__Collected data__.
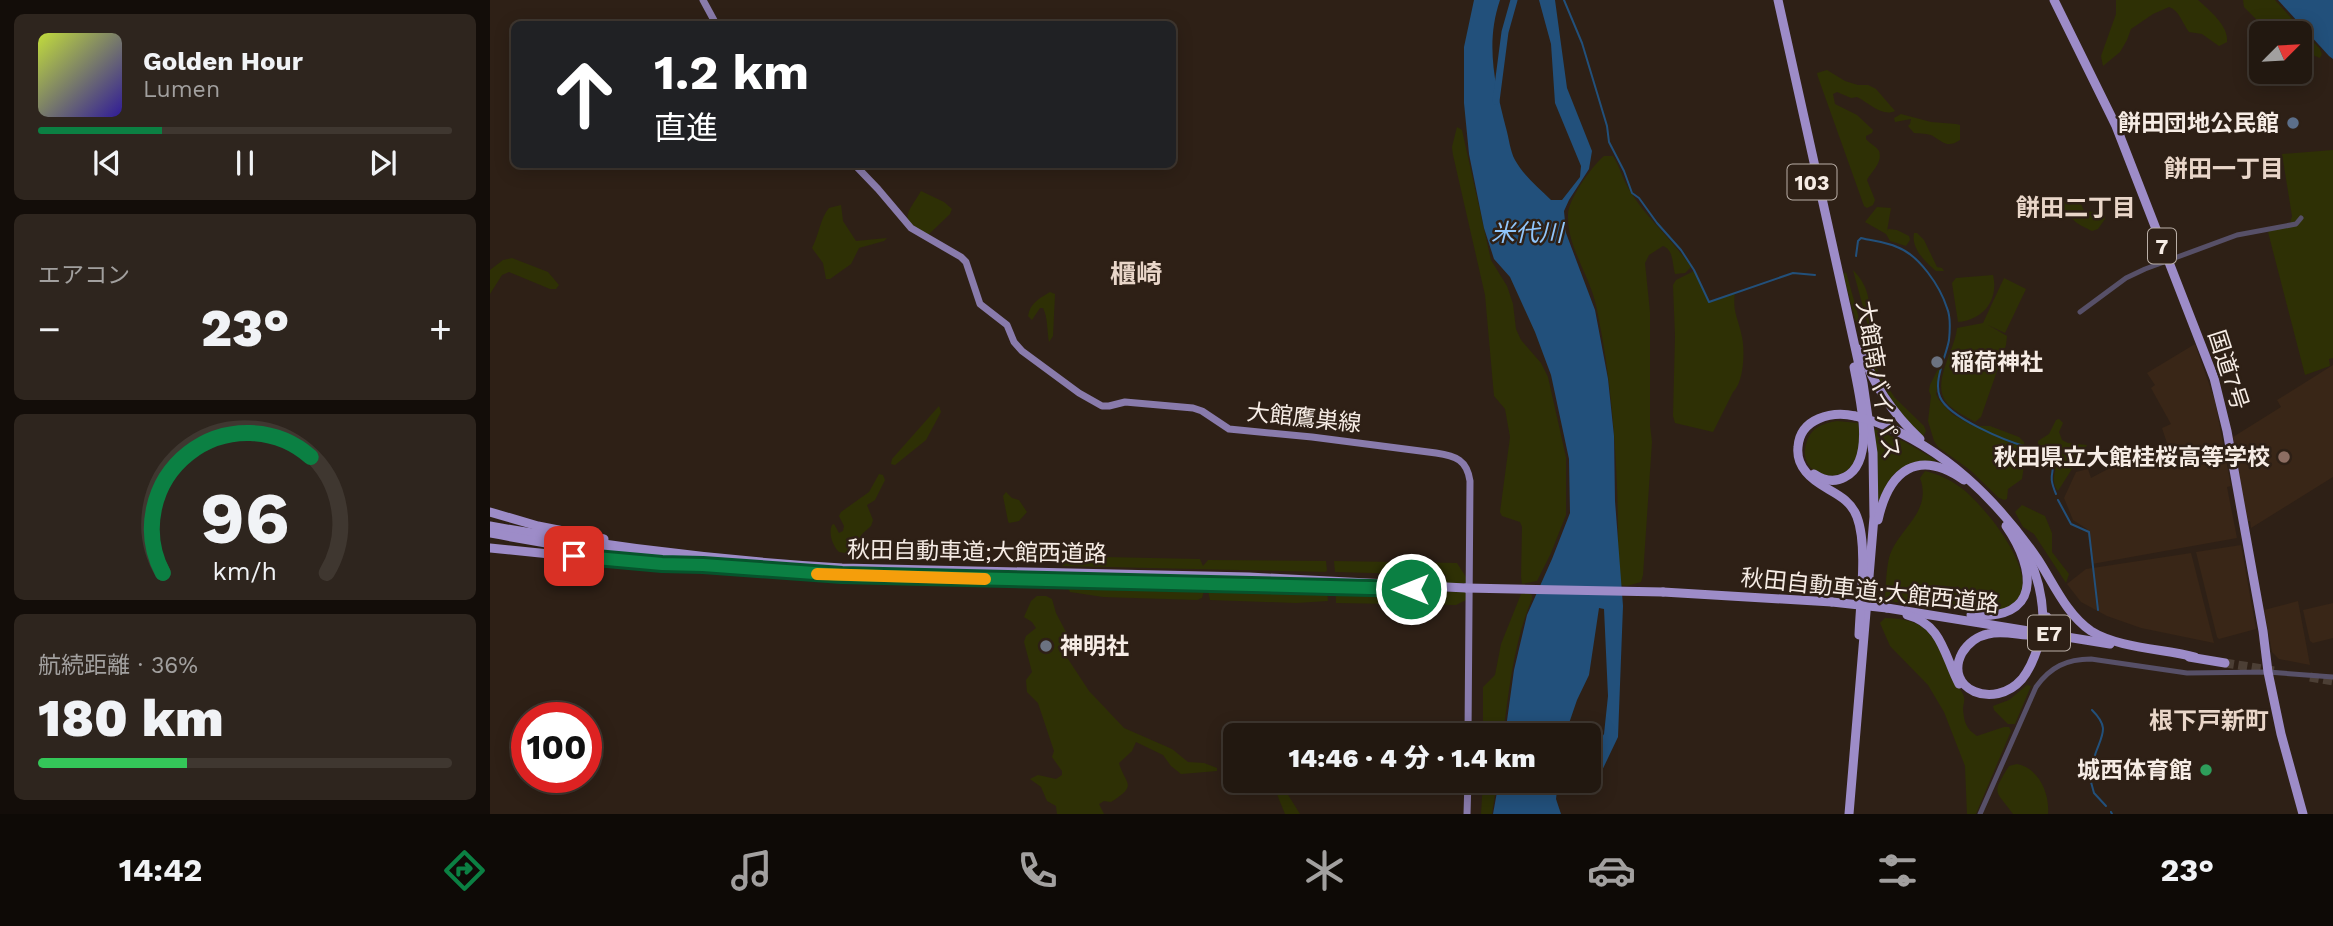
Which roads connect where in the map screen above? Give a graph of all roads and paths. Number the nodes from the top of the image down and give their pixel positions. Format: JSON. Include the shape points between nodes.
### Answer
{"nodes":[{"id":1,"x":703,"y":0,"type":"edge"},
{"id":2,"x":1777,"y":0,"type":"edge"},
{"id":3,"x":2054,"y":0,"type":"edge"},
{"id":4,"x":714,"y":21,"type":"edge"},
{"id":5,"x":858,"y":168,"type":"edge"},
{"id":6,"x":2301,"y":218,"type":"dead end"},
{"id":7,"x":2167,"y":261,"type":"junction"},
{"id":8,"x":1840,"y":277,"type":"junction"},
{"id":9,"x":2080,"y":312,"type":"dead end"},
{"id":10,"x":1853,"y":362,"type":"junction"},
{"id":11,"x":1856,"y":418,"type":"junction"},
{"id":12,"x":1876,"y":424,"type":"junction"},
{"id":13,"x":1952,"y":464,"type":"junction"},
{"id":14,"x":1976,"y":490,"type":"junction"},
{"id":15,"x":1994,"y":508,"type":"junction"},
{"id":16,"x":490,"y":512,"type":"edge"},
{"id":17,"x":490,"y":526,"type":"edge"},
{"id":18,"x":490,"y":533,"type":"edge"},
{"id":19,"x":2022,"y":538,"type":"junction"},
{"id":20,"x":490,"y":548,"type":"edge"},
{"id":21,"x":745,"y":561,"type":"junction"},
{"id":22,"x":703,"y":565,"type":"junction"},
{"id":23,"x":1466,"y":588,"type":"junction"},
{"id":24,"x":1887,"y":609,"type":"junction"},
{"id":25,"x":1903,"y":610,"type":"junction"},
{"id":26,"x":1867,"y":612,"type":"junction"},
{"id":27,"x":2045,"y":617,"type":"junction"},
{"id":28,"x":1859,"y":635,"type":"junction"},
{"id":29,"x":2042,"y":640,"type":"junction"},
{"id":30,"x":2091,"y":640,"type":"junction"},
{"id":31,"x":2195,"y":657,"type":"junction"},
{"id":32,"x":2225,"y":663,"type":"tunnel mouth"},
{"id":33,"x":2268,"y":672,"type":"junction"},
{"id":34,"x":2333,"y":677,"type":"edge"},
{"id":35,"x":1468,"y":723,"type":"edge"},
{"id":36,"x":1468,"y":793,"type":"edge"},
{"id":37,"x":1467,"y":814,"type":"edge"},
{"id":38,"x":1843,"y":814,"type":"edge"},
{"id":39,"x":1849,"y":814,"type":"edge"},
{"id":40,"x":1980,"y":814,"type":"edge"},
{"id":41,"x":2303,"y":814,"type":"edge"}],
"edges":[{"from":1,"to":4,"type":"main road"},
{"from":2,"to":8,"type":"highway","name":"大館南バイパス","number":"103"},
{"from":2,"to":10,"type":"highway","name":"大館南バイパス","number":"103","via":[[1804,148]]},
{"from":3,"to":7,"type":"highway","name":"国道7号","number":"7","via":[[2116,126]]},
{"from":5,"to":35,"type":"main road","name":"大館鷹巣線","via":[[911,228],[966,262],[980,304],[1007,325],[1022,351],[1090,401],[1109,406],[1125,402],[1193,408],[1229,429],[1457,458],[1468,470],[1470,481]]},
{"from":6,"to":7,"type":"street","via":[[2295,224],[2237,235]]},
{"from":7,"to":9,"type":"street","via":[[2124,279]]},
{"from":7,"to":33,"type":"highway","name":"国道7号","number":"7","via":[[2221,402]]},
{"from":8,"to":13,"type":"highway","via":[[1860,347],[1878,389],[1911,431]]},
{"from":8,"to":26,"type":"highway","name":"大館南バイパス","number":"103","via":[[1873,453]]},
{"from":10,"to":11,"type":"highway","via":[[1863,425],[1861,457],[1853,471],[1839,479],[1814,474],[1802,455],[1807,433],[1828,419]]},
{"from":10,"to":28,"type":"highway","name":"大館南バイパス","number":"103","via":[[1869,474]]},
{"from":11,"to":12,"type":"highway","bridge":true},
{"from":11,"to":28,"type":"highway","via":[[1831,414],[1815,420],[1802,432],[1798,449],[1807,473],[1843,497],[1858,519],[1862,543]]},
{"from":12,"to":13,"type":"highway","via":[[1913,439]]},
{"from":12,"to":14,"type":"highway","via":[[1931,454]]},
{"from":13,"to":19,"type":"highway","via":[[1988,496]]},
{"from":14,"to":15,"type":"highway"},
{"from":14,"to":26,"type":"highway","via":[[1931,464],[1913,466],[1895,479],[1878,520]]},
{"from":15,"to":25,"type":"highway","via":[[2025,562],[2027,589],[2021,603],[1994,616]]},
{"from":15,"to":27,"type":"highway","via":[[2034,567]]},
{"from":16,"to":21,"type":"highway","via":[[591,537]]},
{"from":17,"to":21,"type":"highway","name":"秋田自動車道;大館西道路","number":"E7","via":[[600,545]]},
{"from":18,"to":22,"type":"highway","name":"秋田自動車道;大館西道路","number":"E7"},
{"from":19,"to":27,"type":"highway","via":[[2042,579]]},
{"from":19,"to":31,"type":"highway","via":[[2069,608],[2092,631],[2120,642]]},
{"from":20,"to":22,"type":"highway"},
{"from":21,"to":23,"type":"highway","name":"秋田自動車道;大館西道路","number":"E7"},
{"from":22,"to":23,"type":"highway","name":"秋田自動車道;大館西道路","number":"E7","via":[[915,578]]},
{"from":23,"to":24,"type":"highway","name":"秋田自動車道;大館西道路","number":"E7","bridge":true,"via":[[1663,592],[1832,601]]},
{"from":24,"to":25,"type":"highway","name":"秋田自動車道;大館西道路","number":"E7"},
{"from":24,"to":29,"type":"highway","via":[[1931,627],[1961,687],[1983,700],[2019,689],[2033,669]]},
{"from":25,"to":30,"type":"highway","name":"秋田自動車道;大館西道路","number":"E7"},
{"from":26,"to":39,"type":"highway","name":"大館南バイパス","number":"103"},
{"from":27,"to":29,"type":"highway","bridge":true},
{"from":28,"to":38,"type":"highway","name":"大館南バイパス","number":"103"},
{"from":29,"to":30,"type":"highway","via":[[2026,674],[2005,692],[1980,695],[1962,680],[1962,653],[1982,636],[2001,633]]},
{"from":30,"to":31,"type":"highway","name":"秋田自動車道;大館西道路","number":"E7"},
{"from":31,"to":32,"type":"highway","name":"秋田自動車道;大館西道路","number":"E7"},
{"from":33,"to":34,"type":"street"},
{"from":33,"to":40,"type":"street","via":[[2187,673],[2091,659],[2059,664],[2036,687]]},
{"from":33,"to":41,"type":"highway","name":"国道7号","number":"7"},
{"from":36,"to":37,"type":"main road"}]}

__What you should do__.
From the data above, gather every line that includes the word "秋田自動車道".

__Solved exercise__.
{"from":17,"to":21,"type":"highway","name":"秋田自動車道;大館西道路","number":"E7","via":[[600,545]]},
{"from":18,"to":22,"type":"highway","name":"秋田自動車道;大館西道路","number":"E7"},
{"from":21,"to":23,"type":"highway","name":"秋田自動車道;大館西道路","number":"E7"},
{"from":22,"to":23,"type":"highway","name":"秋田自動車道;大館西道路","number":"E7","via":[[915,578]]},
{"from":23,"to":24,"type":"highway","name":"秋田自動車道;大館西道路","number":"E7","bridge":true,"via":[[1663,592],[1832,601]]},
{"from":24,"to":25,"type":"highway","name":"秋田自動車道;大館西道路","number":"E7"},
{"from":25,"to":30,"type":"highway","name":"秋田自動車道;大館西道路","number":"E7"},
{"from":30,"to":31,"type":"highway","name":"秋田自動車道;大館西道路","number":"E7"},
{"from":31,"to":32,"type":"highway","name":"秋田自動車道;大館西道路","number":"E7"},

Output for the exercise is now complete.